Yes because It would mean she is focused and career driven but as long as its not a case of my job defines me or I'm married to the job its a bonus for me. Women with postgraduate studies tend to be more rational in my opinion that is what makes a brainy girl so much more attractive.
They also tend to value the few moments you have together and also your effort in helping with paying for bills since they experience the hardship of having a demanding career. They will less likely blow your money on unnecessary luxeries like a beautician or someone with a basic secondery education would do.
My husband made a little over 6 grand in December. That's with over a week off work for Christmas and new years. I made about $500. I don't think the amount of money or success someone has should define a relationship. What matters is a common goal defined by both and respect for eachother to be maintained
My wife and I have both a masters degree. There was rarely more than 10% difference between our respective wages (big exception: when we had both our degree and she got a real pay while I was drafted and started with a soldiers' pay in the army.)
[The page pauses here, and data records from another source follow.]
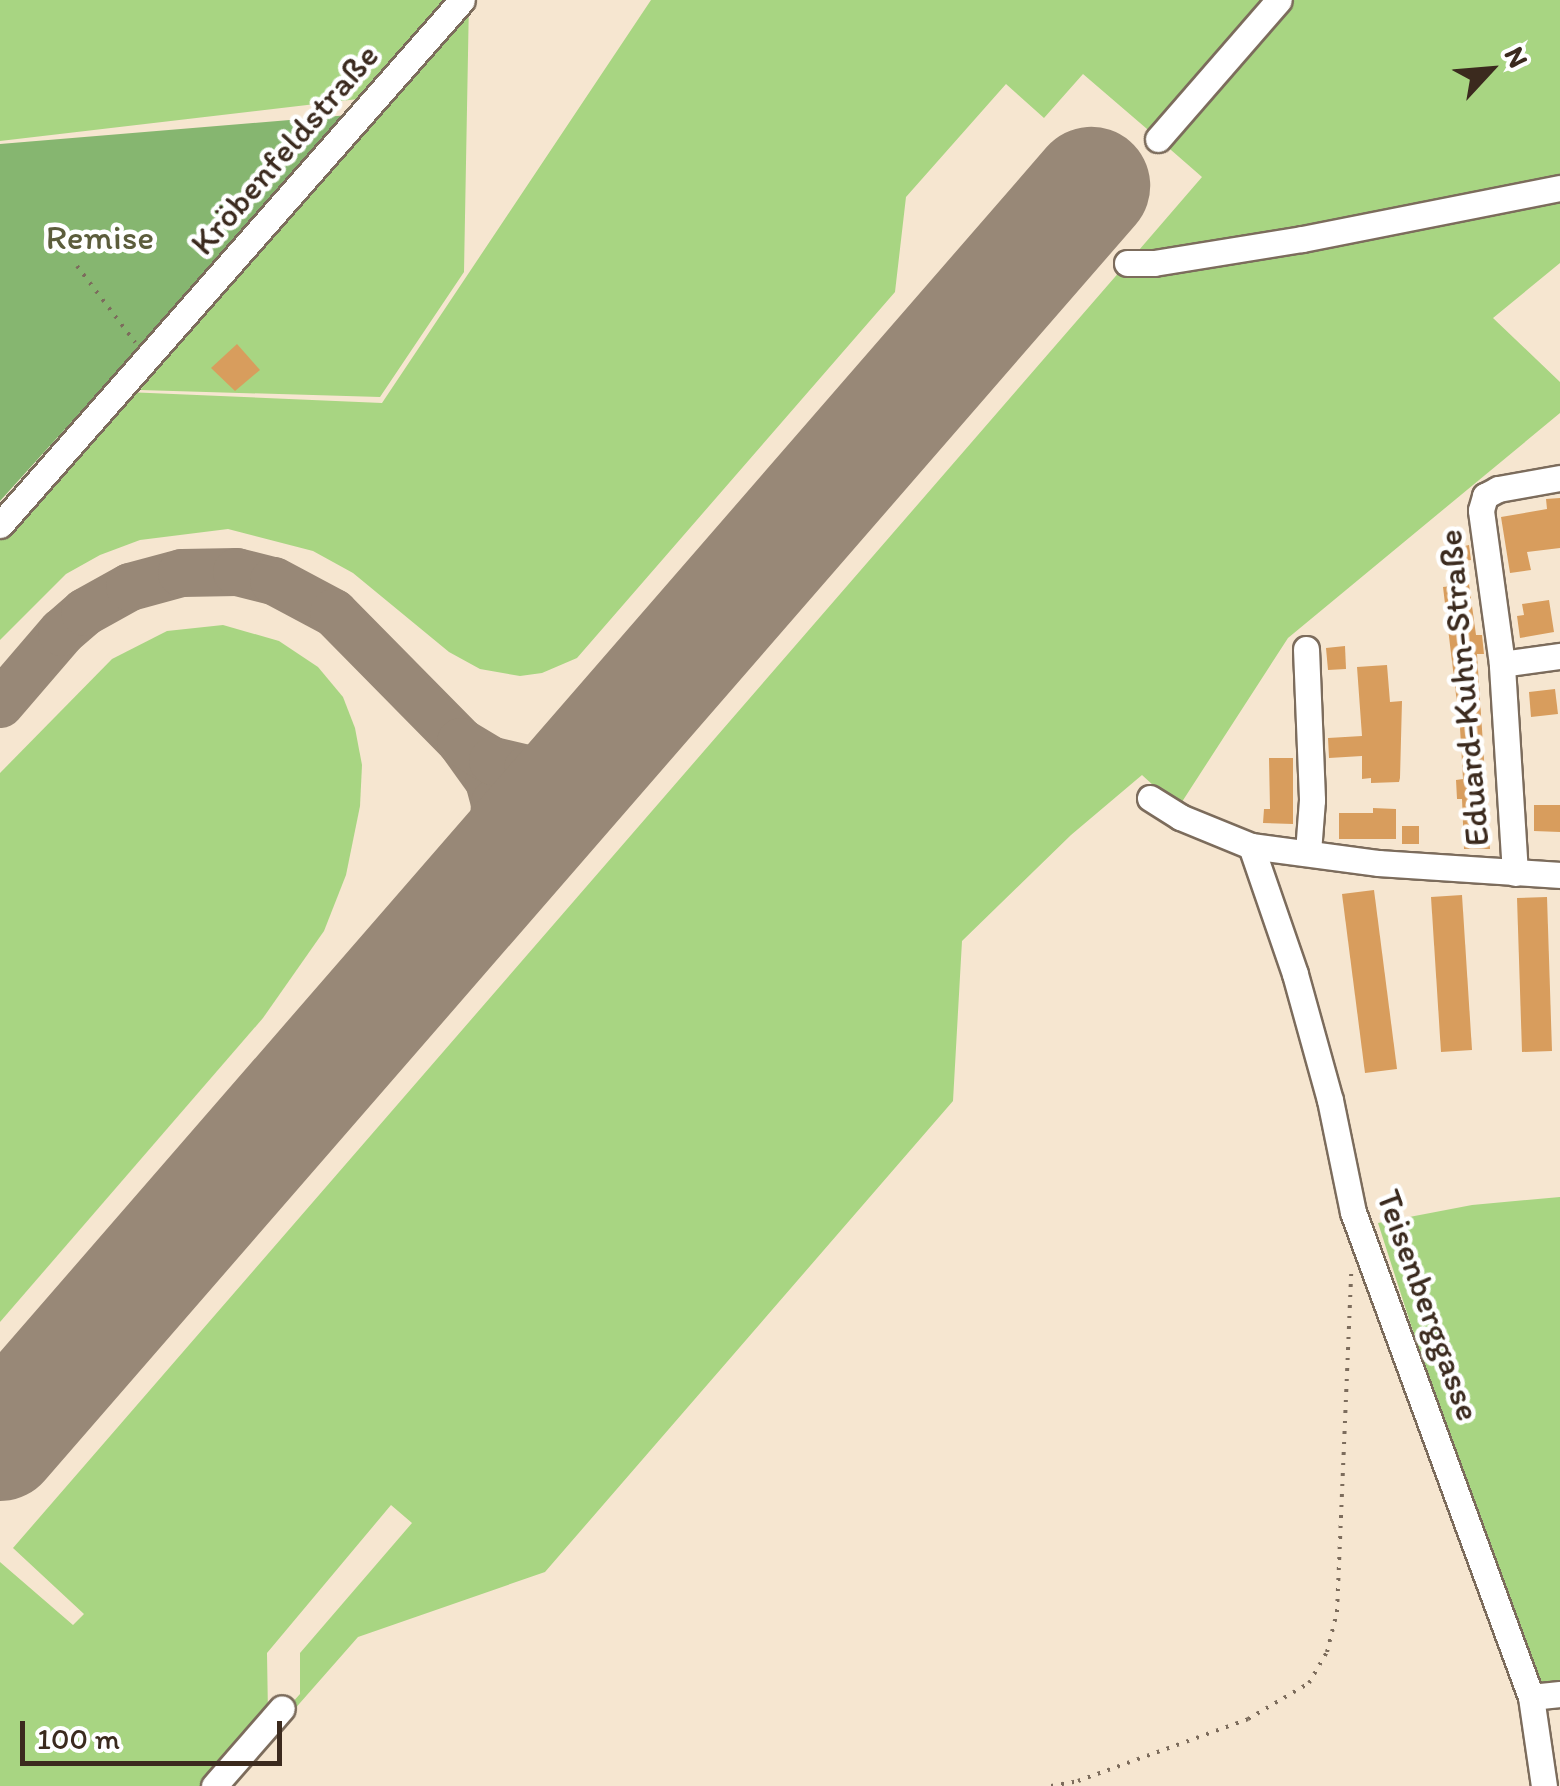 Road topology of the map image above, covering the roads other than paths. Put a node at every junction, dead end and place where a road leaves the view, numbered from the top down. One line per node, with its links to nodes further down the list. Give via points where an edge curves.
1 (462, 0): 7 (street, Kröbenfeldstraße)
2 (1278, 0): 3 (street)
3 (1158, 139)
4 (1560, 188): 5 (street, via 1302,239)
5 (1127, 263)
6 (1560, 478): 10 (street, Eduard-Kuhn-Straße, via 1484,496)
7 (0, 525)
8 (1306, 649): 13 (street)
9 (1560, 656): 10 (street)
10 (1502, 664): 14 (street, Eduard-Kuhn-Straße)
11 (1150, 798): 12 (street, via 1180,818)
12 (1251, 846): 13 (street); 17 (street, Teisenberggasse, via 1295,974 1353,1212)
13 (1308, 852): 14 (street)
14 (1515, 873): 15 (street)
15 (1560, 875)
16 (1560, 1694): 17 (street)
17 (1532, 1697): 20 (street, Teisenberggasse)
18 (282, 1708): 19 (street)
19 (214, 1786)
20 (1544, 1786) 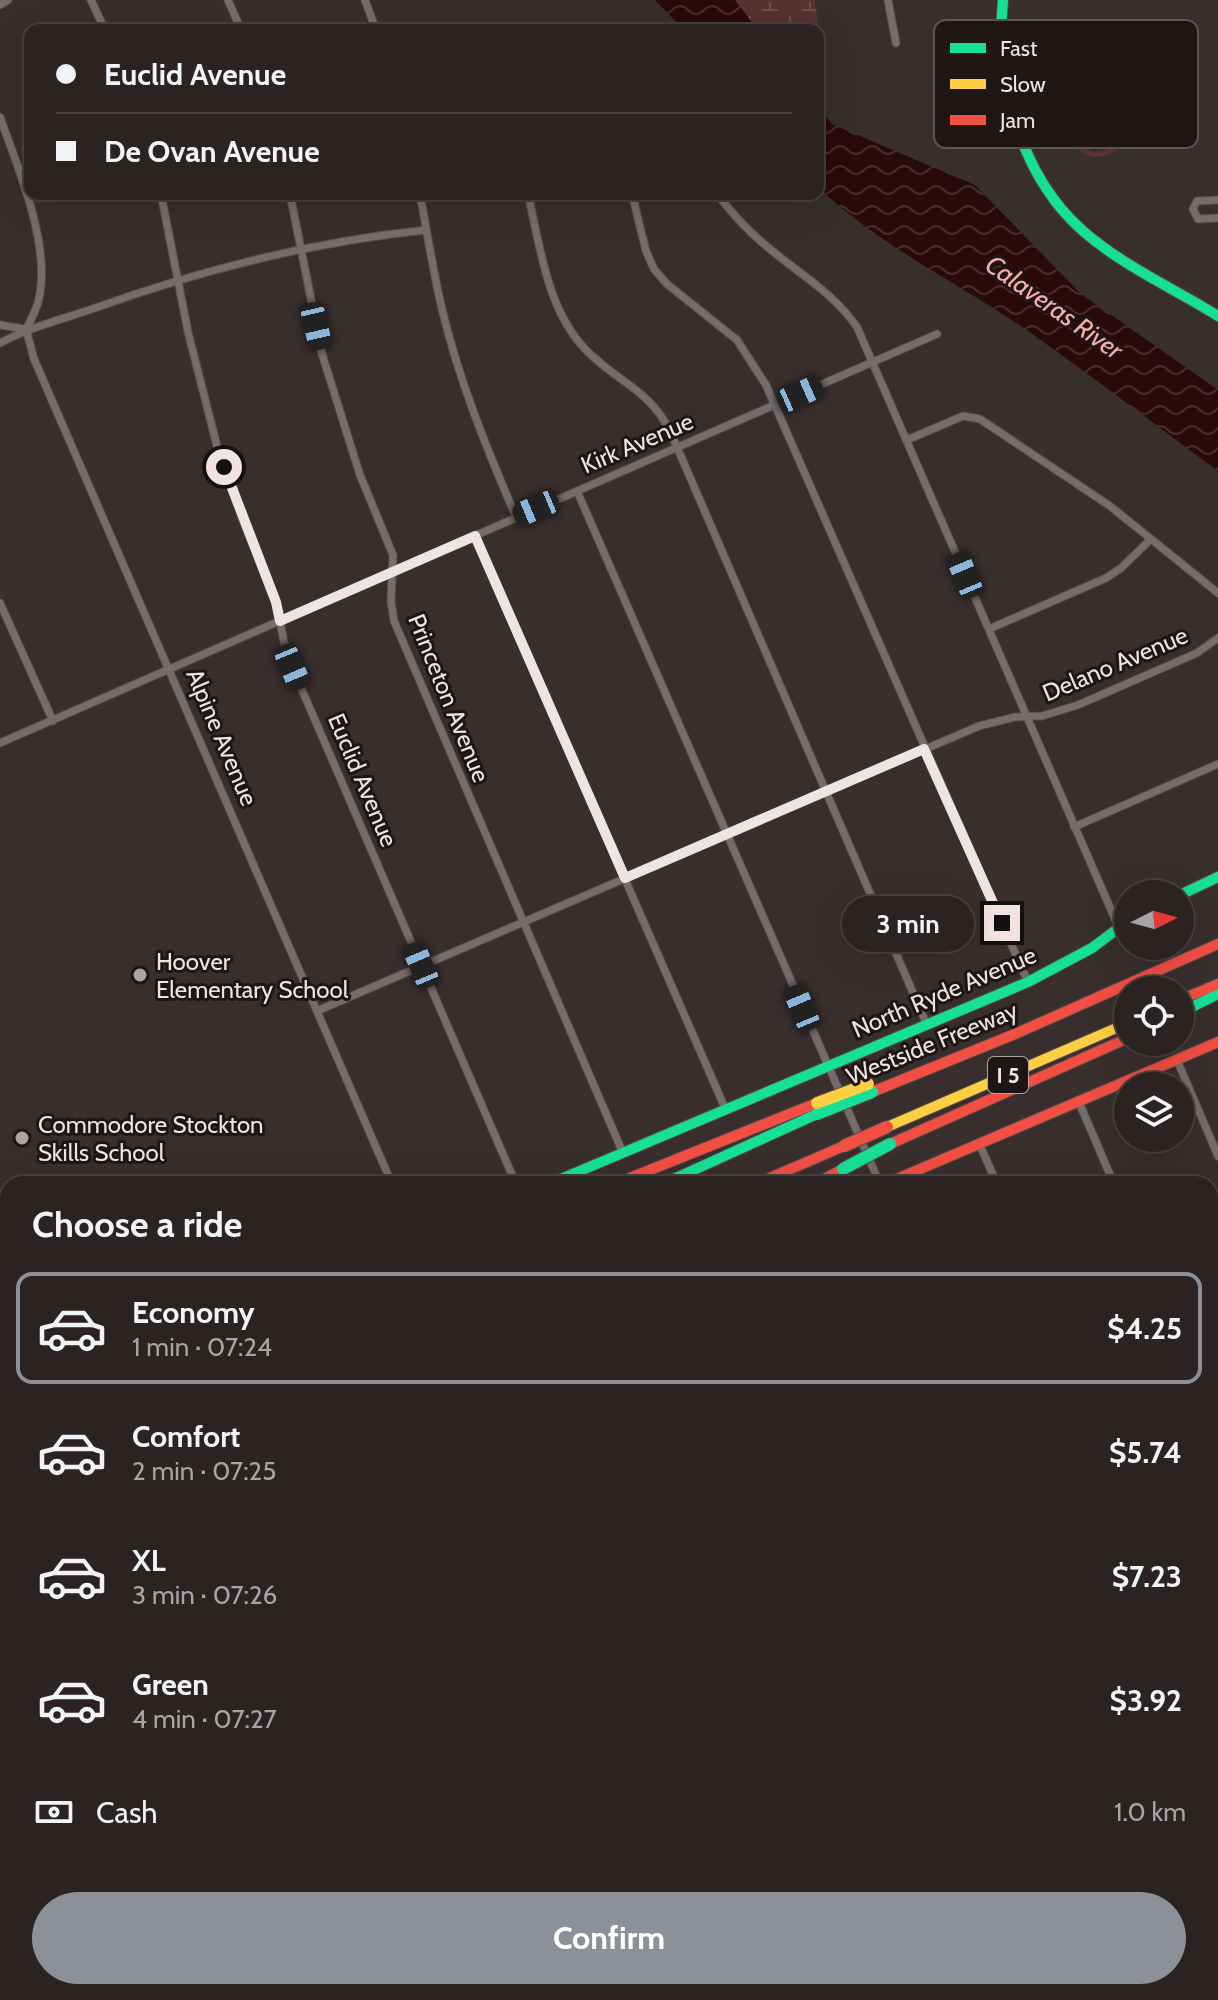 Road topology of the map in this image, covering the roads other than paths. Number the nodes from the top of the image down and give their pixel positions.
1 (8, 0) edge
2 (91, 0) edge
3 (228, 0) edge
4 (365, 0) edge
5 (888, 0) edge
6 (1003, 0) edge
7 (0, 5) edge
8 (1002, 20) edge
9 (102, 24) edge
10 (238, 24) edge
11 (374, 24) edge
12 (896, 43) dead end
13 (0, 117) edge
14 (1029, 148) edge
15 (24, 190) edge
16 (27, 200) edge
17 (162, 200) edge
18 (291, 200) edge
19 (421, 200) edge
20 (529, 200) edge
21 (633, 200) edge
22 (722, 200) edge
23 (1218, 200) edge
24 (1218, 218) edge
25 (426, 230) junction
26 (300, 249) junction
27 (178, 280) junction
28 (1218, 316) edge
29 (0, 325) edge
30 (26, 329) junction
31 (937, 334) dead end
32 (0, 343) edge
33 (874, 362) junction
34 (775, 405) junction
35 (907, 440) junction
36 (677, 448) junction
37 (577, 491) junction
38 (516, 517) junction
39 (475, 536) junction
40 (1151, 539) junction
41 (393, 571) junction
42 (1218, 593) edge
43 (0, 603) edge
44 (280, 621) junction
45 (989, 629) junction
46 (1218, 638) edge
47 (169, 670) junction
48 (1027, 717) junction
49 (53, 721) junction
50 (0, 743) edge
51 (924, 749) junction
52 (1218, 764) edge
53 (826, 792) junction
54 (1074, 827) junction
55 (727, 834) junction
56 (1218, 877) edge
57 (625, 878) junction
58 (1194, 888) edge
59 (1114, 905) edge
60 (522, 922) junction
61 (1114, 932) edge
62 (1218, 944) edge
63 (421, 965) junction
64 (1028, 982) junction
65 (1218, 984) edge
66 (1194, 994) edge
67 (1218, 994) edge
68 (1194, 1006) edge
69 (317, 1011) junction
70 (927, 1025) junction
71 (1114, 1029) edge
72 (1218, 1042) edge
73 (1114, 1044) edge
74 (1177, 1060) junction
75 (827, 1065) junction
76 (1078, 1100) junction
77 (725, 1108) junction
78 (817, 1108) junction
79 (979, 1143) junction
80 (623, 1153) junction
81 (1218, 1156) edge
82 (389, 1176) edge
83 (513, 1176) edge
84 (568, 1176) edge
85 (636, 1176) edge
86 (679, 1176) edge
87 (775, 1176) edge
88 (830, 1176) edge
89 (879, 1176) edge
90 (902, 1176) edge
91 (993, 1176) edge
92 (1111, 1176) edge

1 - 7 street
2 - 9 street
3 - 10 street
4 - 11 street
5 - 12 street
6 - 8 main road
13 - 15 street
14 - 28 main road
16 - 30 street
17 - 27 street, Euclid Avenue
18 - 26 street, Princeton Avenue
19 - 25 street
20 - 36 street
21 - 34 street
22 - 33 street
23 - 24 street
25 - 26 street
25 - 38 street
26 - 27 street
26 - 41 street, Princeton Avenue
27 - 30 street
27 - 44 street, Euclid Avenue
29 - 30 street
30 - 32 street
30 - 47 street, Alpine Avenue
31 - 33 street, Kirk Avenue
33 - 34 street, Kirk Avenue
33 - 35 street
34 - 36 street, Kirk Avenue
34 - 51 street
35 - 40 street
35 - 45 street
36 - 37 street, Kirk Avenue
36 - 53 street
37 - 38 street, Kirk Avenue
37 - 55 street
38 - 39 street, Kirk Avenue
39 - 41 street, Kirk Avenue
39 - 57 street
40 - 42 street
40 - 45 street
41 - 44 street, Kirk Avenue
41 - 60 street, Princeton Avenue
43 - 49 street
44 - 47 street, Kirk Avenue
44 - 63 street, Euclid Avenue
45 - 48 street
46 - 48 street, Delano Avenue
47 - 49 street, Kirk Avenue
47 - 69 street, Alpine Avenue
48 - 51 street, Delano Avenue
48 - 54 street
49 - 50 street, Kirk Avenue
51 - 53 street, Delano Avenue
51 - 64 street
52 - 54 street
53 - 55 street, Delano Avenue
53 - 70 street
54 - 59 street
55 - 57 street, Delano Avenue
55 - 75 street
56 - 58 main road
57 - 60 street, Delano Avenue
57 - 77 street
60 - 63 street, Delano Avenue
60 - 80 street, Princeton Avenue
61 - 64 main road, North Ryde Avenue
62 - 78 main road, Westside Freeway / I 5, bridge
63 - 69 street, Delano Avenue
63 - 83 street, Euclid Avenue
64 - 70 main road, North Ryde Avenue
65 - 66 main road
67 - 68 main road
69 - 82 street, Alpine Avenue
70 - 75 main road, North Ryde Avenue
71 - 87 main road, I 5, bridge
72 - 74 main road
73 - 88 main road, bridge
74 - 76 main road
74 - 81 street
75 - 77 main road, North Ryde Avenue
75 - 89 street
76 - 79 main road
76 - 92 street
77 - 80 main road, North Ryde Avenue
78 - 85 main road
78 - 86 main road
79 - 90 main road
79 - 91 street
80 - 84 main road, North Ryde Avenue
Yeah, I would but not if they were uptight or had a snobby personality. She would also have to be ok with me not giving a crap about money as well. Meaning, I'm never going to make the same amount of money or more than she is, most likely ever. Because it's not important to me.
Maybe if I can't give up my career and be the "stay at home" dad, then I can work out daily for hours and practice playing my stratocaster so I'll be good enough to play a local club when the kids are teenagers off doing their own things.
To begin with, nobody has a more responsible job than I do (CNA). Better paid, maybe, but not more responsible. I work for PhDs who aren't as educated as I am, except in their narrow little field. Still, I've never gotten close to dating someone with an advanced degree. Not that I wouldn't, but that's just the way things have gone.